In cases where the members of an LLC wish to go their separate ways upon sale, there are still options. You can organize a drop and swap, where one member exits the partnership and becomes a tenant in common with regards to the property. That means your portion would be separated at closing, and you can swap into a new property as part of a like-kind exchange if you wish.
Tenancy in Common (TIC)
A tenancy in common relationship, or TIC, gives you the ability to involve investors at different percentages, and to change those percentages at any time: one investor can buy out the others, an investor can exit and a new one can join, etc. Whereas with a joint tenancy, the departure of one investor would mean the property must be sold and legal entities changed, a TIC structure simplifies the process.

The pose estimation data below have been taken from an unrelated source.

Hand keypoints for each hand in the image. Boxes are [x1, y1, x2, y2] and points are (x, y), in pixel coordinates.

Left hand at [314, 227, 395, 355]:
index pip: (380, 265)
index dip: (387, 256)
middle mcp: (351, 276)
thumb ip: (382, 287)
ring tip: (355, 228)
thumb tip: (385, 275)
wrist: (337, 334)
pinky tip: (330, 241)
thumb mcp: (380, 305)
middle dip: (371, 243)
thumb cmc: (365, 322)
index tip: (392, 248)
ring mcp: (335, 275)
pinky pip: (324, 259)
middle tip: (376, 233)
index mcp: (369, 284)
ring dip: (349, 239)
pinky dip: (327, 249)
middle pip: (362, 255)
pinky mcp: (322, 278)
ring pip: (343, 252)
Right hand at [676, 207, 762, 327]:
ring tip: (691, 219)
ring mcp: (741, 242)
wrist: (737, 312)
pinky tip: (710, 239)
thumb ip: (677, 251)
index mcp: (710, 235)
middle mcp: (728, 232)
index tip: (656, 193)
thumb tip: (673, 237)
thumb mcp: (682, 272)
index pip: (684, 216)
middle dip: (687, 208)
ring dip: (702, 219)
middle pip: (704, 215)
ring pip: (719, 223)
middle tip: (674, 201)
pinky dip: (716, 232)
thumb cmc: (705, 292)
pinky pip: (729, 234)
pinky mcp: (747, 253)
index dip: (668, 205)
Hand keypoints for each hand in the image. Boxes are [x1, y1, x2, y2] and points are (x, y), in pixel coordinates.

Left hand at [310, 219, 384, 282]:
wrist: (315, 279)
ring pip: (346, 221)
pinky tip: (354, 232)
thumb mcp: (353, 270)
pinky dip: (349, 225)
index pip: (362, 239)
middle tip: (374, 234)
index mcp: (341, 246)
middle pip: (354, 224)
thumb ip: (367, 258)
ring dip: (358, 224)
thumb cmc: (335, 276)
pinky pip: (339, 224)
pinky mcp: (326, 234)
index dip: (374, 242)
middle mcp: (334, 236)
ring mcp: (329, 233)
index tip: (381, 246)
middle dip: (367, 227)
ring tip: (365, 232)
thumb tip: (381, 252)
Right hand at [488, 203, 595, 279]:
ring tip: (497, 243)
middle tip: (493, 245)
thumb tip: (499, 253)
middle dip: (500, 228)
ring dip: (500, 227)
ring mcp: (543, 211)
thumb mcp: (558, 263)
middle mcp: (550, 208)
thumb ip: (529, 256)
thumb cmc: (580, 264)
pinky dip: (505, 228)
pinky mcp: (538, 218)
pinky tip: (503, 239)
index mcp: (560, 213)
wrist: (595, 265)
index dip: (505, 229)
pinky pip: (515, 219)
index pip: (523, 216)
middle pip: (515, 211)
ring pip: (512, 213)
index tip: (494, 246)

This structure is also useful for those who plan to hold property until their deaths, as the rules regarding survivorship and bequeathing an ownership stake are flexible. A TIC relationship is a good idea for small groups of investors who wish to own a property together, but who may have different goals or plans regarding the future.
A TIC structure is generally best when a few investors decide to own a piece of property, whereas a DST is for those who wish to buy into a range of properties with many other investors; in those cases, making decisions about when to sell would be too complicated, so those things are agreed upon beforehand.
Delaware Statutory Trust (DST)
The use of a Delaware Statutory Trust, or DST, allows for many investors to pool their funds to purchase a suite of properties, which can include multifamily housing and commercial real estate. In addition to expanding the type, size, and number of properties that can be purchased, a DST has the added bonus of a sponsor that takes care of property management so you don’t have to.
DSTs give each individual investor the freedom to make their own choices regarding 1031. While you can’t take your money out whenever you want (you’ll have to wait until the properties are sold), once your portion is paid out, you can choose to do an individual exchange with it, either by purchasing a single property or investing in another DST. You don’t need to worry about what the other investors are doing, and you can participate in multiple DSTs simultaneously, increasing diversification.
The type of ownership structure you should choose depends on the asset you want to purchase and who you’re partnering with, but it will also depend on what the tax code says about 1031 exchanges. That’s why it’s important to understand the most current information and advice for investors so you can make the decision that’s right for you.